On the other hand, we found that the administration of an early antibiotic regimen containing at least one drug active against Legionella (macrolides or levofloxacin) was a factor significantly associated with reduced risk of ICU admission. We also noted that urinary antigen test for Legionella was not performed at hospital arrival in all cases, but after a median of 2 days. A delay in the administration of antibiotics active against Legionella was then directly correlated to a delay in the performance of urinary antigen test. These findings lead to some important considerations: first, it is mandatory to perform urinary antigen test for Legionella at the time of hospital admission in all cases of severe CAP; this is a recommendation already contained in the current guidelines for CAP [12]. Second, if the test is not available at the time of CAP diagnosis, initial antimicrobial therapy should include a drug with in vitro activity against Legionella (azithromycin, clarithromycin, or levofloxacin); to this end, a recent systematic review found no difference in the effectiveness of fluoroquinolones vs. macrolides in reducing mortality among patients with LP [13], although very few data compared the two classes of antibiotics in some settings such as immunosuppressed patients, severe patients needing ICU admission and patients with nosocomial legionellosis [14]. Finally, a positive or negative urinary antigen test prompts withdrawal or continuation of antibiotic treatment directed at Legionella pathogen. This strategy improves the antimicrobial prescriptions, by reducing the number of unnecessary antibiotics.

Of importance, no serious adverse events (AEs) directly related to levofloxacin/macrolides administration were recorded in our study population. However, in patients with preexisting cardiovascular diseases an evaluation of the possible AEs should be carefully performed before starting therapy [15].

Our study has several limitations. First, the retrospective design of the study is an intrinsic limitation; second, the relative small sample size does not permit to obtain definite conclusions.
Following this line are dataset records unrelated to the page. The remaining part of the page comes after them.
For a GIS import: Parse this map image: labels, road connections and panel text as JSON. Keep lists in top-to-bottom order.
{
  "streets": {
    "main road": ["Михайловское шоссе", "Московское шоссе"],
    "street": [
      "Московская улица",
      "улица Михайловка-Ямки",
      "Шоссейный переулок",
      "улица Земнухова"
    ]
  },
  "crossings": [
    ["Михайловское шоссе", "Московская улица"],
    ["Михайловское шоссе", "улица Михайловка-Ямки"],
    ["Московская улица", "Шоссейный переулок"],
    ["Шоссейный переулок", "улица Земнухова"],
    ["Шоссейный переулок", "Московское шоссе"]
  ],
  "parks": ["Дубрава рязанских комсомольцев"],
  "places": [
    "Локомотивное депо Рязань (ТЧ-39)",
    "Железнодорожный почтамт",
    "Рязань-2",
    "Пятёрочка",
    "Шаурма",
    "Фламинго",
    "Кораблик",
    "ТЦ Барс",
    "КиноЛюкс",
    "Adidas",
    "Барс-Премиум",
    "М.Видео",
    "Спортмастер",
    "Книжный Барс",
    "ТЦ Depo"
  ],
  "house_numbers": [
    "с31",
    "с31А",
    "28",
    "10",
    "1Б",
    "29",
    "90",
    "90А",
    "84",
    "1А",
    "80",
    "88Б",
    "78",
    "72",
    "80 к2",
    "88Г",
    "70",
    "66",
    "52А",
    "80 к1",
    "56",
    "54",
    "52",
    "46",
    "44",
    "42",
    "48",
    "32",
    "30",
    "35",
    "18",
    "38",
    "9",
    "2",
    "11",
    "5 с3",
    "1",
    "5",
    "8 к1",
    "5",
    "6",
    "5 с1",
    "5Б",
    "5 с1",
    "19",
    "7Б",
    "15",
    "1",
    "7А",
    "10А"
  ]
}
Anyway, considering that Legionella is an uncommon etiology of pneumonia, our series is one of the largest published in the last years; finally, as regard to decisions adopted in patients at the end of life, in particular “do not resuscitate order” and preclusion to invasive ventilation, there was not a pre-defined protocol and the decision was taken by the physician in charge according to the individual decision and conditions of each patient. It is also important to underline that the urinary antigen test (that includes only Legionella serogroup 1) has low sensitivity: a recent paper reported that, compared to PCR molecular test, urinary test results appeared false negative in the 44.4% of cases of LP and a total of 39.4% (26/66) diagnosis probably would have been missed or delayed without a syndromic approach [16]. Thus, physicians should consider to treat cases with a high probability of LP but negative urinary test [17]. Future prospective studies will clarify this point.

In conclusion, the knowledge of predictors for ICU admission could stimulate future studies to understand what therapeutic approaches should be more useful in critically-ill patients, to reduce unfavorable outcomes like CVEs that are associated with increased risk of ICU admission and progression to death.